Given the potentially serious consequences that falls can have, fall prevention is of paramount importance for older people. The likelihood of falls can be effectively reduced through regular risk assessments, environmental modifications, and the promotion of physical activity, thereby increasing the safety of older people.
In summary, a comprehensive strategy that includes mental health support, functional status improvement, and fall prevention is essential to ensure quality care and improve the quality of life for older adults.
Author Contributions
Conceptualization, B.M., and U.C..; methodology, B.M.; software, L.J..; validation, L.J.; formal analysis, L.J.; investigation, U.C.; data curation, B.M.; writing—original draft preparation, B.M., S.S.; writing—review and editing, B.M., and S.S.; supervision, S.S. All authors have read and agreed to the published version of the manuscript.”.
Funding
This research received no external funding.
Institutional Review Board Statement
The study was conducted following the Declaration of Helsinki, and approved by the Ethics Committee of Northwest and Central Switzerland (protocol code 2020-01051 from 26.05.2020).
Informed Consent Statement
Informed consent was not obtained from patients as this was a retrospective data analysis. The study was conducted with the approval of the ethics committee and under internal hospital supervision.

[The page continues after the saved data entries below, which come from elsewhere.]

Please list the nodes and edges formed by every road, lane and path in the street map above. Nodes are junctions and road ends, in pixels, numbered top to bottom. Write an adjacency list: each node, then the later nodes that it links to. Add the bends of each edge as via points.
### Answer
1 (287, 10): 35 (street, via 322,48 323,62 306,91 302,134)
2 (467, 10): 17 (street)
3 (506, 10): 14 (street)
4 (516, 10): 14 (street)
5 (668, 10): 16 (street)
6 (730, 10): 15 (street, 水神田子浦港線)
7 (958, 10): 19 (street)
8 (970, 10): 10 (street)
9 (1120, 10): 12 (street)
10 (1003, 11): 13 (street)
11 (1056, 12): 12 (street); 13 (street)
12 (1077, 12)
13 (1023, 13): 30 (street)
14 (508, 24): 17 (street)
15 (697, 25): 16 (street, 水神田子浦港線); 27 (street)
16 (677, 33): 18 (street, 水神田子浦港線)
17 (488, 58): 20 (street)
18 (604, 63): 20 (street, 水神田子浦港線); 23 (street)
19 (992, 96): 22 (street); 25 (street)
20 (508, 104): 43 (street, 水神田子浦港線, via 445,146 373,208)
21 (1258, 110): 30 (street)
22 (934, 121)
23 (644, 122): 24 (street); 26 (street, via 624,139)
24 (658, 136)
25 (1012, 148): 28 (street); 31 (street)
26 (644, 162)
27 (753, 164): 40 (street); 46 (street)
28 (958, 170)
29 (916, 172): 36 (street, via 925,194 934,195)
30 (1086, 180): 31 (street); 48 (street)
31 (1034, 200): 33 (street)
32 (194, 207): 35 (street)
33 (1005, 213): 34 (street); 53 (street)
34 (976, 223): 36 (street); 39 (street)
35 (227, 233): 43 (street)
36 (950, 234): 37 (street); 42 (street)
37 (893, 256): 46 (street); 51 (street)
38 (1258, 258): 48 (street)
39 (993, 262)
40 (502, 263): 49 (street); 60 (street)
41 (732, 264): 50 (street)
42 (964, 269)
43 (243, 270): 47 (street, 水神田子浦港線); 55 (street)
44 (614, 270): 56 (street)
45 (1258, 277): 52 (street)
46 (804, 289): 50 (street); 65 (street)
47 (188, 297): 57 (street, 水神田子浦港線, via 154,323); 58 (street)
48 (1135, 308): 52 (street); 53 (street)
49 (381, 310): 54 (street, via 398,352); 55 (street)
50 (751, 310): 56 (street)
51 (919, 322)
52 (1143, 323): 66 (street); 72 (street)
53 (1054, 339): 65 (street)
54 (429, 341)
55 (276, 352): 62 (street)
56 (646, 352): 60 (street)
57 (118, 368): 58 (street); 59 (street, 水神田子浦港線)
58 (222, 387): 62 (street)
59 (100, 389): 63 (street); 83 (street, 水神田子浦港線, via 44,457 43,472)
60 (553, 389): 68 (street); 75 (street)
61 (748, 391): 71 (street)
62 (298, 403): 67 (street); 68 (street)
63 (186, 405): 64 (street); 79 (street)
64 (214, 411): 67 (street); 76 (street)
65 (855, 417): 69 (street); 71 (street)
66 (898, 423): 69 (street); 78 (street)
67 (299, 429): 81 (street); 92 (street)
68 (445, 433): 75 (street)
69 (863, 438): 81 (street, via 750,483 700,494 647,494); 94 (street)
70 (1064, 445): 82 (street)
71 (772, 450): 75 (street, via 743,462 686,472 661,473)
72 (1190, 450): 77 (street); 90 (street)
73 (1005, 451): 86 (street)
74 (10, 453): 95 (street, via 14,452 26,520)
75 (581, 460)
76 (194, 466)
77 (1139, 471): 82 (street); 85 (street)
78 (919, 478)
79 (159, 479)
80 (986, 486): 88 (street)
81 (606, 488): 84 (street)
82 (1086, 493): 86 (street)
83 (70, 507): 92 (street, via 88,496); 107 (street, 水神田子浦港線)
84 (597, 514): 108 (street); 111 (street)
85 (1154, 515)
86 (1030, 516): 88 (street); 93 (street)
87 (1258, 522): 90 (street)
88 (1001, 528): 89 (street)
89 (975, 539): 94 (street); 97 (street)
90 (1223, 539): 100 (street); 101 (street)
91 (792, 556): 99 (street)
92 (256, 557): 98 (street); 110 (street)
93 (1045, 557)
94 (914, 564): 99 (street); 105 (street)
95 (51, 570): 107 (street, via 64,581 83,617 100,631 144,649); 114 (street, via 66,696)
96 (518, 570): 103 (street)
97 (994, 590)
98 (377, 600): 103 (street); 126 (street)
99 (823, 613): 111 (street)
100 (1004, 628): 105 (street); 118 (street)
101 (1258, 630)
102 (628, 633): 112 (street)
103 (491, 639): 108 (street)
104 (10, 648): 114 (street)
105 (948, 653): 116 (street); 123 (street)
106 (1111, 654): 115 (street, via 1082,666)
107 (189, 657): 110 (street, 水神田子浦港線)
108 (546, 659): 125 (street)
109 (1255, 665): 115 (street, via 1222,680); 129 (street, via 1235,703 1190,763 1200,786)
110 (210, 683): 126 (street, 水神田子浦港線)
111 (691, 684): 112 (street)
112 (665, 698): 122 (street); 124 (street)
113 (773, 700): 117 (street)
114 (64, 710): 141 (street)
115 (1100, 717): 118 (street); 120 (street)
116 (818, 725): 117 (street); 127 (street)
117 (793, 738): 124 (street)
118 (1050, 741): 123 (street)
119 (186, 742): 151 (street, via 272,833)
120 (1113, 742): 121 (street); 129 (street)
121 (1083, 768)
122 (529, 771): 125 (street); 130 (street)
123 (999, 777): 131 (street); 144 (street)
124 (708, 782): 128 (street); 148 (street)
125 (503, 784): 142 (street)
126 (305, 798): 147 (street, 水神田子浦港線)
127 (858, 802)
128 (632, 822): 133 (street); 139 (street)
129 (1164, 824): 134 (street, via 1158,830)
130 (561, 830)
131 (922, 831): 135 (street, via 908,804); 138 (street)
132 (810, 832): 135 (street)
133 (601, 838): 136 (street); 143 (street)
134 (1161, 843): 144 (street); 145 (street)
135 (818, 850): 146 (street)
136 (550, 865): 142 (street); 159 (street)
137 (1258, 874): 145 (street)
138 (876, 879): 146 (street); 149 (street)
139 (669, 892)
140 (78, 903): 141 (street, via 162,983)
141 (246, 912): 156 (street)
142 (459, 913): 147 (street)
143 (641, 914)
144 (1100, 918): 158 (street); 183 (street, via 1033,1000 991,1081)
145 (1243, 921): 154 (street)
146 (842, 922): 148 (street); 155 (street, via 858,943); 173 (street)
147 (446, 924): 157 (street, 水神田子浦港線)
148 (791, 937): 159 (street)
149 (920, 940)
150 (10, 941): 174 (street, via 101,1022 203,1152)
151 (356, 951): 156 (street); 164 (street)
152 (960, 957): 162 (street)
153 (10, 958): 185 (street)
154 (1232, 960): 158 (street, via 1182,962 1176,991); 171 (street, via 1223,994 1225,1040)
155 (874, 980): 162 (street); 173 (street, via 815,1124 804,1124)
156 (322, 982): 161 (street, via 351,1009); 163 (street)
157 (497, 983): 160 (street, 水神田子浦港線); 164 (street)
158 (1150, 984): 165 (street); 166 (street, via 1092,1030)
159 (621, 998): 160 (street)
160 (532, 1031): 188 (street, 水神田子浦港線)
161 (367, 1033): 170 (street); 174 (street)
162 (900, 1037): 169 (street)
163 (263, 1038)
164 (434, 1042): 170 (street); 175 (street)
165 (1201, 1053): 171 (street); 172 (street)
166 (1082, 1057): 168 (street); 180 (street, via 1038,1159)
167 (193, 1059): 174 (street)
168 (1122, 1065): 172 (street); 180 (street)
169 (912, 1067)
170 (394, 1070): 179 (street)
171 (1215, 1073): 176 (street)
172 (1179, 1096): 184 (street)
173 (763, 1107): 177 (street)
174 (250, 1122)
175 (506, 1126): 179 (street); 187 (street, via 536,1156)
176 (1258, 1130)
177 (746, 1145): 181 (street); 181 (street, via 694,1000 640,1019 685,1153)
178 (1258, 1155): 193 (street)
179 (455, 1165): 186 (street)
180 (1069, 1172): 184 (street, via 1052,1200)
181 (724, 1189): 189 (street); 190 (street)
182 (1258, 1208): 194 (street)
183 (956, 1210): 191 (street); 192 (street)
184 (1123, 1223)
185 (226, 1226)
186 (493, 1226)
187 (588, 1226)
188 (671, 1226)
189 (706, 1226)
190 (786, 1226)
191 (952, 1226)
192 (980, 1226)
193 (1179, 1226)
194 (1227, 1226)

Data Availability Statement
The data presented in this study are available on request from the author: bojan.miletic@uniri.hr (B.M.).
Acknowledgments
We would like to thank Mr. Leo Jankovic (California University of Technology, Pasadena, USA) and Matea Miletic (Faculty of Humanities and Social Sciences, Rijeka, Croatia) for their collaboration and assistance in linguistically refining the articles, and utilizing artificial intelligence software to improve the readability and language of the manuscript.
Conflicts of Interest
The authors declare no conflicts of interest.